Havertz is being searched for because this pick ends the uncertainty about his role after an injury-marred spell: he missed much of last season’s run-in and sat out the first half of this campaign with hamstring and knee problems, then returned in January and has since produced six goals and five assists to push himself back into the front line.
The rest of Arteta’s XI underscores the scale of the change. Arsenal made eight changes from the side that beat Crystal Palace 2-1 six days earlier; only Cristhian Mosquera, Piero Hincapie and Myles Lewis-Skelly kept their places. Gabriel and William Saliba are restored at the heart of the defence, Lewis-Skelly drops into midfield alongside Declan Rice and Martin Ødegaard, while Bukayo Saka and Leandro Trossard supply the wings. Jurrien Timber is named among the substitutes after a groin problem sidelined him for months, and Ben White is Arsenal’s only injury doubt heading into the final.
PSG, the reigning champions, answered with five changes of their own from the team that lost to Paris FC a fortnight ago: Ousmane Dembélé is fit to start after a calf problem forced his early exit last time, and Achraf Hakimi and Nuno Mendes are available after missing the earlier legs of the semi-final. The contrast is stark on paper — a Paris side refreshed and battle-tested, an Arsenal XI remade for a single, all-or-nothing night.
That contrast is the friction. Outside observers have framed Arsenal as underdogs against PSG’s experience and recent form, yet Havertz has offered an unequivocal counterpoint. He admitted the rehabilitation was bleak — "I was in a bad place when I was injured," he said — and described the slow return to fitness and belief. Then he added, without hedging: "It doesn't matter if you are an underdog or whatever. We are going to go on the pitch and are going to beat them." He also warned the task will be difficult: "It is going to be hard, but we are going to be well prepared."

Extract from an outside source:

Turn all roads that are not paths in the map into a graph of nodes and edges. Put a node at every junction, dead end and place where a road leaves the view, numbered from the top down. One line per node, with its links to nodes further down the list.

Arteta’s decision ties Arsenal’s hopes in Budapest to a player who already carries continental history: Havertz scored the only goal of the 2021 Champions League final for Chelsea. Since January he has supplied decisive contributions — late winners at Sporting Lisbon in the quarter-finals and against Chelsea in the Carabao Cup semi-finals are part of the tally — and his selection for the final makes him an explicit attacking gamble for a side reshaped in six days.

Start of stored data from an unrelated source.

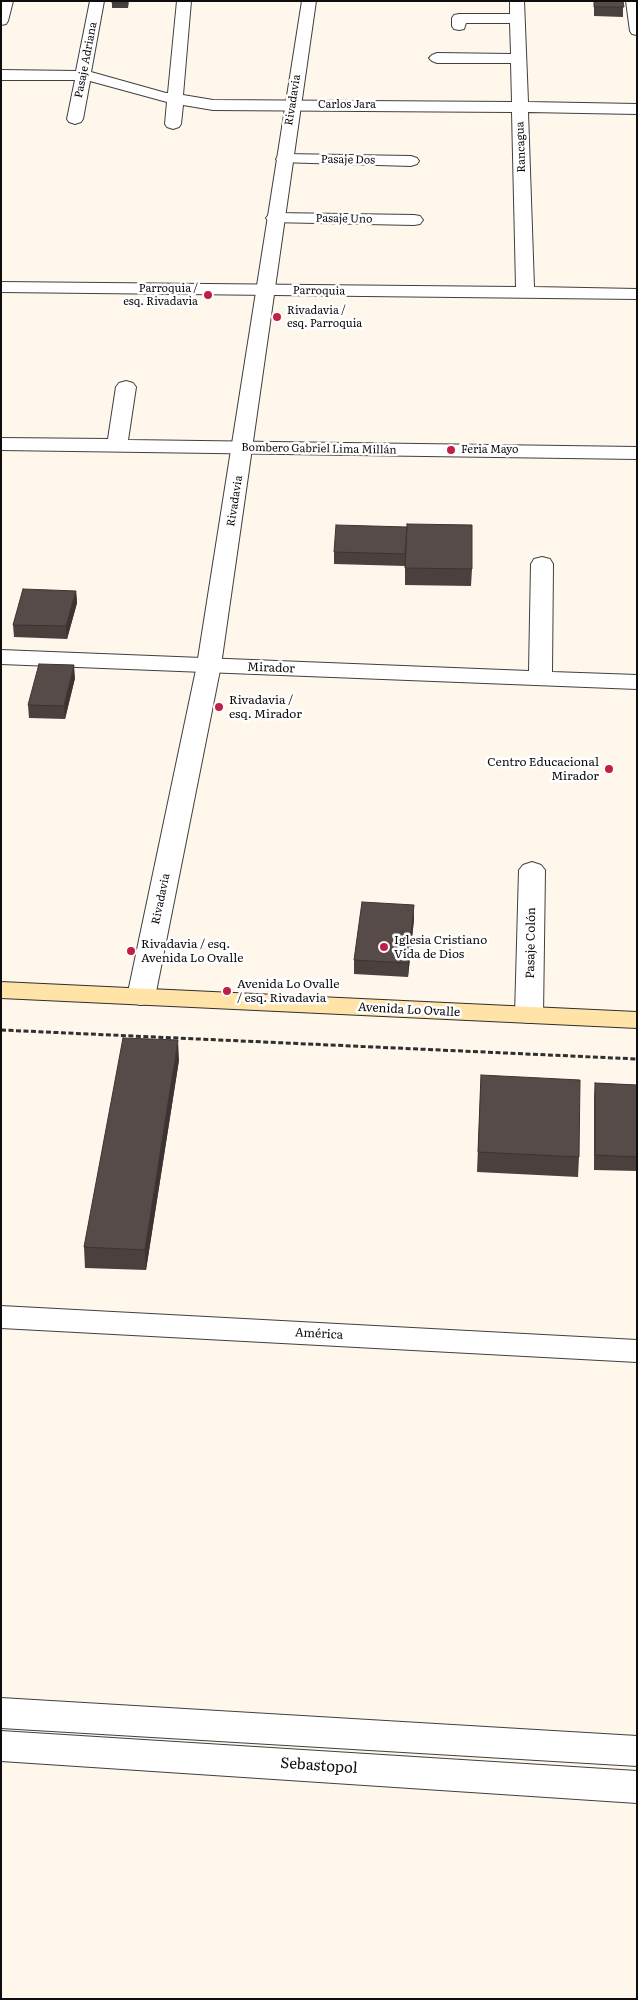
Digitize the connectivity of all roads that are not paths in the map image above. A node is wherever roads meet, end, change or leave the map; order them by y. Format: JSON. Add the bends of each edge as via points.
{"nodes":[{"id":1,"x":6,"y":1,"type":"edge"},
{"id":2,"x":97,"y":1,"type":"edge"},
{"id":3,"x":184,"y":1,"type":"edge"},
{"id":4,"x":309,"y":1,"type":"edge"},
{"id":5,"x":517,"y":1,"type":"edge"},
{"id":6,"x":633,"y":1,"type":"edge"},
{"id":7,"x":517,"y":19,"type":"junction"},
{"id":8,"x":1,"y":21,"type":"edge"},
{"id":9,"x":458,"y":26,"type":"dead end"},
{"id":10,"x":637,"y":31,"type":"edge"},
{"id":11,"x":437,"y":58,"type":"dead end"},
{"id":12,"x":518,"y":60,"type":"junction"},
{"id":13,"x":1,"y":75,"type":"edge"},
{"id":14,"x":83,"y":75,"type":"junction"},
{"id":15,"x":175,"y":100,"type":"junction"},
{"id":16,"x":293,"y":105,"type":"junction"},
{"id":17,"x":520,"y":107,"type":"junction"},
{"id":18,"x":637,"y":108,"type":"edge"},
{"id":19,"x":75,"y":119,"type":"dead end"},
{"id":20,"x":173,"y":124,"type":"dead end"},
{"id":21,"x":284,"y":159,"type":"junction"},
{"id":22,"x":411,"y":161,"type":"dead end"},
{"id":23,"x":274,"y":218,"type":"junction"},
{"id":24,"x":414,"y":220,"type":"dead end"},
{"id":25,"x":1,"y":287,"type":"edge"},
{"id":26,"x":264,"y":290,"type":"junction"},
{"id":27,"x":525,"y":293,"type":"junction"},
{"id":28,"x":637,"y":294,"type":"edge"},
{"id":29,"x":126,"y":388,"type":"dead end"},
{"id":30,"x":1,"y":444,"type":"edge"},
{"id":31,"x":117,"y":446,"type":"junction"},
{"id":32,"x":243,"y":448,"type":"junction"},
{"id":33,"x":637,"y":453,"type":"edge"},
{"id":34,"x":542,"y":564,"type":"dead end"},
{"id":35,"x":1,"y":658,"type":"edge"},
{"id":36,"x":209,"y":665,"type":"junction"},
{"id":37,"x":540,"y":678,"type":"junction"},
{"id":38,"x":637,"y":682,"type":"edge"},
{"id":39,"x":532,"y":870,"type":"dead end"},
{"id":40,"x":1,"y":990,"type":"edge"},
{"id":41,"x":140,"y":997,"type":"junction"},
{"id":42,"x":529,"y":1015,"type":"junction"},
{"id":43,"x":637,"y":1020,"type":"edge"},
{"id":44,"x":1,"y":1317,"type":"edge"},
{"id":45,"x":637,"y":1351,"type":"edge"},
{"id":46,"x":1,"y":1713,"type":"edge"},
{"id":47,"x":1,"y":1746,"type":"edge"},
{"id":48,"x":637,"y":1751,"type":"edge"},
{"id":49,"x":637,"y":1787,"type":"edge"}],
"edges":[{"from":1,"to":8,"type":"street"},
{"from":2,"to":14,"type":"street","name":"Pasaje Adriana"},
{"from":3,"to":15,"type":"street"},
{"from":4,"to":16,"type":"street","name":"Rivadavia"},
{"from":5,"to":7,"type":"street","name":"Rancagua"},
{"from":6,"to":10,"type":"street"},
{"from":7,"to":9,"type":"street","via":[[459,18]]},
{"from":7,"to":12,"type":"street","name":"Rancagua"},
{"from":11,"to":12,"type":"street"},
{"from":12,"to":17,"type":"street","name":"Rancagua"},
{"from":13,"to":14,"type":"street","name":"Carlos Jara"},
{"from":14,"to":15,"type":"street","name":"Carlos Jara","via":[[115,81]]},
{"from":14,"to":19,"type":"street","name":"Pasaje Adriana"},
{"from":15,"to":16,"type":"street","name":"Carlos Jara","via":[[227,106]]},
{"from":15,"to":20,"type":"street"},
{"from":16,"to":17,"type":"street","name":"Carlos Jara"},
{"from":16,"to":21,"type":"street","name":"Rivadavia"},
{"from":17,"to":18,"type":"street","name":"Carlos Jara"},
{"from":17,"to":27,"type":"street","name":"Rancagua"},
{"from":21,"to":22,"type":"street","name":"Pasaje Dos"},
{"from":21,"to":23,"type":"street","name":"Rivadavia"},
{"from":23,"to":24,"type":"street","name":"Pasaje Uno"},
{"from":23,"to":26,"type":"street","name":"Rivadavia"},
{"from":25,"to":26,"type":"street","name":"Parroquia"},
{"from":26,"to":27,"type":"street","name":"Parroquia"},
{"from":26,"to":32,"type":"street","name":"Rivadavia"},
{"from":27,"to":28,"type":"street","name":"Parroquia"},
{"from":29,"to":31,"type":"street"},
{"from":30,"to":31,"type":"street","name":"Bombero Gabriel Lima Millán"},
{"from":31,"to":32,"type":"street","name":"Bombero Gabriel Lima Millán"},
{"from":32,"to":33,"type":"street","name":"Bombero Gabriel Lima Millán"},
{"from":32,"to":36,"type":"street","name":"Rivadavia"},
{"from":34,"to":37,"type":"street"},
{"from":35,"to":36,"type":"street","name":"Mirador"},
{"from":36,"to":37,"type":"street","name":"Mirador"},
{"from":36,"to":41,"type":"street","name":"Rivadavia"},
{"from":37,"to":38,"type":"street","name":"Mirador"},
{"from":39,"to":42,"type":"street","name":"Pasaje Colón"},
{"from":40,"to":41,"type":"main road","name":"Avenida Lo Ovalle"},
{"from":41,"to":42,"type":"main road","name":"Avenida Lo Ovalle"},
{"from":42,"to":43,"type":"main road","name":"Avenida Lo Ovalle"},
{"from":44,"to":45,"type":"street","name":"América"},
{"from":46,"to":48,"type":"street"},
{"from":47,"to":49,"type":"street","name":"Sebastopol"}]}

What happens next is simple and absolute. Arsenal and PSG kick off the final with Havertz leading the line; the match will answer whether his comeback and the wholesale team changes were the right call. If Havertz can turn the momentum he reclaimed in January into a match-winning performance, Arteta’s selection will be judged brilliant. If he cannot, the decision will stand as a bold risk that failed on the biggest stage.